Sunday, March 23, 2014

Sight & Sound Sunday: Man with a Movie Camera (1929)

*In 2012, Sight & Sound published its decennial list of the greatest films of all time, from critics and directors. "Sight & Sound Sunday" is a biweekly feature that investigates the top 50 films from this list, exploring how they came to be regarded as classics.*

2012 poll rank: #8

"For viewers' attention: This Film Presents an Experiment in the Cinematic Communication of Visible Events without the Aid of Intertitles, without the Aid of a Scenario, without the Aid of Theatre. This experimental work aims at creating a truly international absolute language of Cinema based on its total separation from the language of Theatre and Literature. Author-Supervisor of the Experiment, DZIGA VERTOV."

The above declaration begins Soviet avant-garde filmmaker Dziga Vertov's Man with a Movie Camera, immediately establishing the purpose of this "film." This column has touched several times on the concept of "pure cinematography," in which a film conveys its central plot/themes almost completely through images rather than exposition.

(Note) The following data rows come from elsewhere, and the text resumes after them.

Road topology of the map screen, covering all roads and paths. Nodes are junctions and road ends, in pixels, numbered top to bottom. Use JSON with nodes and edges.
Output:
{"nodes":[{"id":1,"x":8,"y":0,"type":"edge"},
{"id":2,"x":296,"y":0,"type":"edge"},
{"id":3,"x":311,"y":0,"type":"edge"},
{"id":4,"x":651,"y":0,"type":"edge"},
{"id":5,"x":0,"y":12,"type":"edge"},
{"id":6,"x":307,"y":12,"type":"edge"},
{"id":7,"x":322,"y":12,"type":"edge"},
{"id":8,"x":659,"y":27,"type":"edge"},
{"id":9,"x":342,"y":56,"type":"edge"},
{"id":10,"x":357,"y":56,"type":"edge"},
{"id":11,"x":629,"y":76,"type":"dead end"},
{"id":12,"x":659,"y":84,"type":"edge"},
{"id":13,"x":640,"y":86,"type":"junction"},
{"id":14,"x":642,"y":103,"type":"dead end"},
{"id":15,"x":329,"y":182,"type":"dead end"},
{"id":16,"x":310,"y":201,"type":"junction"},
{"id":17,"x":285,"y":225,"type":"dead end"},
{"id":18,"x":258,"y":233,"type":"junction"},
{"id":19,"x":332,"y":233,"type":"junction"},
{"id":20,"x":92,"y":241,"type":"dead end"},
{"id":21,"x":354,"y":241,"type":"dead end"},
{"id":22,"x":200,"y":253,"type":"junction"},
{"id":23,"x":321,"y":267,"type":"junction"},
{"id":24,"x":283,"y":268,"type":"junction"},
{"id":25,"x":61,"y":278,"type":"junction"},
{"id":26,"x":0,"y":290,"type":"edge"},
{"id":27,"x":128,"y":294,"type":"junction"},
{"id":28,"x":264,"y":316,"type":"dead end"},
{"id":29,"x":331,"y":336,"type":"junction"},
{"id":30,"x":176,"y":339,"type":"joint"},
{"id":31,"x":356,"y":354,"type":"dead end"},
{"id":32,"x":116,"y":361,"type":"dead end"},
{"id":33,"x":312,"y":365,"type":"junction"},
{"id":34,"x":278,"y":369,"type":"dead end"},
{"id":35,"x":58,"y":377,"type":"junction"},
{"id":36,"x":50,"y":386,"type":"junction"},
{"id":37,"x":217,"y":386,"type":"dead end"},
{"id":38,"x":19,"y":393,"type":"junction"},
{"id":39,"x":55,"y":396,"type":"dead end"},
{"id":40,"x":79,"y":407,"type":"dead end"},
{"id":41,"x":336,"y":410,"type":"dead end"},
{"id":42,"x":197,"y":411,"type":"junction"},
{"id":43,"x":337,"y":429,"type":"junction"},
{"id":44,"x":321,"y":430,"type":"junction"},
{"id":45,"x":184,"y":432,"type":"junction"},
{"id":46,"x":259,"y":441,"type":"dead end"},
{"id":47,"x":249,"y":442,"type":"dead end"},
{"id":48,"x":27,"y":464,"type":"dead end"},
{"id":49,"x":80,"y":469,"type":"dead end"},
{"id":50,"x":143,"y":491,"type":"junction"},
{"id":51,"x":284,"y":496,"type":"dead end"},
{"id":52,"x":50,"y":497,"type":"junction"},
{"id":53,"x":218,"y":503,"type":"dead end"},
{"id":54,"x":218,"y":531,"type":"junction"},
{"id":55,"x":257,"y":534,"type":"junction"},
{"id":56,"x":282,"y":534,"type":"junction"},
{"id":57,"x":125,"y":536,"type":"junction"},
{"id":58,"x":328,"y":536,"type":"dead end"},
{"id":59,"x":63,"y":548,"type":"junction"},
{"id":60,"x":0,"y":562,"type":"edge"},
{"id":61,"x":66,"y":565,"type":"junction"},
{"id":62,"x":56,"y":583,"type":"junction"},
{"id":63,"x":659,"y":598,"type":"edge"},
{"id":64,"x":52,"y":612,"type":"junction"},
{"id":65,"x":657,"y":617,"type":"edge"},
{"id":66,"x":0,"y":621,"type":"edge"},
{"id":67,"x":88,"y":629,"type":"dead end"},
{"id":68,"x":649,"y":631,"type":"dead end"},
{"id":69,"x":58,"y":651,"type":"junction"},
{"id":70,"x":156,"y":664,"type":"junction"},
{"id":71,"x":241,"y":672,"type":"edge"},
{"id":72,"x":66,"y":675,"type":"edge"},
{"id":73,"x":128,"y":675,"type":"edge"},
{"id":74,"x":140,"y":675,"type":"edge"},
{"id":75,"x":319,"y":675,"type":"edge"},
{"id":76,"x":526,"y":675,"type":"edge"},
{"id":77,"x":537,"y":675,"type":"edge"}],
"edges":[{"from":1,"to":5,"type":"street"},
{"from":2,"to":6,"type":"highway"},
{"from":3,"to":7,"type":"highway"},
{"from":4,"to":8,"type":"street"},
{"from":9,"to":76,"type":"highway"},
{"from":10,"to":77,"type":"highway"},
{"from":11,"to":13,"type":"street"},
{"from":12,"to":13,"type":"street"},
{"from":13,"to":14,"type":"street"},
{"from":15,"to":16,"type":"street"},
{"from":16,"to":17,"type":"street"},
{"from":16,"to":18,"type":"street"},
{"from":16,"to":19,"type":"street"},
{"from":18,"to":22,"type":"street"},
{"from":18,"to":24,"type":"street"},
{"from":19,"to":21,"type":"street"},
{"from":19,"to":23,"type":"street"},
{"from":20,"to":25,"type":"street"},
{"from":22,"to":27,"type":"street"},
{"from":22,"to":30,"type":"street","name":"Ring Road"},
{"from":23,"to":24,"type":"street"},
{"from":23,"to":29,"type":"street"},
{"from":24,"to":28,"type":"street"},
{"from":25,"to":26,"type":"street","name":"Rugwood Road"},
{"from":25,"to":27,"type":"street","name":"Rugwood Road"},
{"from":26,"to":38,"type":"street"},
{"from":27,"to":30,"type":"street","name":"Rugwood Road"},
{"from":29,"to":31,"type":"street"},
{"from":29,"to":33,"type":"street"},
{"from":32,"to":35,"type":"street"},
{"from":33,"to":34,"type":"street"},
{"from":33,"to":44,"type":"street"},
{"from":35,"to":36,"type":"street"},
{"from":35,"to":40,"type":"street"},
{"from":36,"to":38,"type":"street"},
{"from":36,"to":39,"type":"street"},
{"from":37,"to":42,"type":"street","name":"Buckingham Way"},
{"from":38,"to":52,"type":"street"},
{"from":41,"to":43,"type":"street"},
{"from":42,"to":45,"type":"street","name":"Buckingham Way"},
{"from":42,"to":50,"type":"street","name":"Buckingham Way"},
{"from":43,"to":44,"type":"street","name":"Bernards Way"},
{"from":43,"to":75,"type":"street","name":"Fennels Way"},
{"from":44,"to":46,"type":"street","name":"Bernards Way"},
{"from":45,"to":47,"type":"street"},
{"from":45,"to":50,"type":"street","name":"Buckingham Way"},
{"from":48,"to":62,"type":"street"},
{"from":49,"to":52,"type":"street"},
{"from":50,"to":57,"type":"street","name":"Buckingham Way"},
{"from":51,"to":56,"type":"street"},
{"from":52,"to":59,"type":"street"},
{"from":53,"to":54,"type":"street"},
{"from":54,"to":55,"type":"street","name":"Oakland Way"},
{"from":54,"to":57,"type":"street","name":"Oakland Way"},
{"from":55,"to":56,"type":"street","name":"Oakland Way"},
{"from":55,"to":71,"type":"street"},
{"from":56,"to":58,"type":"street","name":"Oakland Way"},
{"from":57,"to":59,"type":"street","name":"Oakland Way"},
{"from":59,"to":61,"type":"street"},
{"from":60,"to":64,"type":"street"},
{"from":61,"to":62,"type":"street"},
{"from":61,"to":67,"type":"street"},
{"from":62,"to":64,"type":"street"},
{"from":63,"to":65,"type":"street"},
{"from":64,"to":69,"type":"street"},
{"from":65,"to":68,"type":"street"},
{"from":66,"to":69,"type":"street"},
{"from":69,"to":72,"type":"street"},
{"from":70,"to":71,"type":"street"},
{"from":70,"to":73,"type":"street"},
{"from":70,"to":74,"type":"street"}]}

However, in nearly all of those films, there is still a plot, characters, and motivations; they are still tied to the basic tenants of narrative storytelling. Vertov, however, made a film that frees itself from those same tenants, creating a brief work that demonstrates the possibilities of cinema in its infancy.


Vertov was best known as a documentarian in 1920s Soviet Union, and was part of a group of like-minded filmmakers known as the kinoks, or "kino-eyes." These filmmakers attempted to apply Marxist principles to cinema, and Vertov was one of their key figures. Man with a Movie Camera follows 24 hours in an unnamed Soviet city (actually filmed in three different cities over the course of three years), with the only consistent figure being a cameraman (Mikhail Kaufman, Vertov's brother) seen occasionally. As the introduction states, there's no plot, no characterization, and no writing to explain the action. In this regard, he's created a film that is completely untethered from the strictures of narrative, and it creates an experience that is more universal and impressionistic.

More after the jump.
What really makes this film noteworthy, however, are the groundbreaking editing techniques Vertov and his editor/wife Elizaveta Svilova. Throughout the course of the film, Vertov employs a number of then-revolutionary techniques, including split-screens, Dutch angles (the frame is tilted at an angle), slow-motion, double-exposure, freeze-frames, jump cuts, stop-motion animation, and rapidly-cut sequences. The film begins with a split-screen, making it appear as if the cameraman is standing atop a giant camera:


This motif is used several other times throughout the film, placing the cameraman in places ranging from a cup of coffee:


To the tops of buildings and towering over large crowds (these shots eerily bring to mind the Orwellian paranoia state the Soviet Union would later become):



The top shot utilizes the split-screen technique, in which one frame is spliced together with another to make it appear that it is one single image. The bottom shot uses double-exposure, in which one frame is laid over the other to create the appearance of a single image. Both of these techniques were still fairly new at the time of Vertov's film, and he would push the limits of double-exposure throughout this film by layering multiple images over each other, as in the shot below:


This shot is composed of several different images on separate frames: a man clanging spoons together, a pair of feet dancing, and two separate pairs of hands playing two different pianos. The resulting image is cacophonous in its images and movement, but together it demonstrates the capabilities of the double-exposure technique and how it can be utilized to convey multiple ideas. Vertov pushed numerous techniques to the point of combining them, as he does in the below shot by split-screening two separate tracking shots filmed in a Dutch angle:


Ultimately, the lasting legacy of Man with a Movie Camera is that it serves as a Rosetta Stone of modern film editing techniques, providing filmmakers with a guide to the possibilities of how to shoot moving images. More than that, Vertov's film blew open the doors for what cinema can do and be, setting the stage for future filmmakers to continue pushing the limits of the form for decades to come.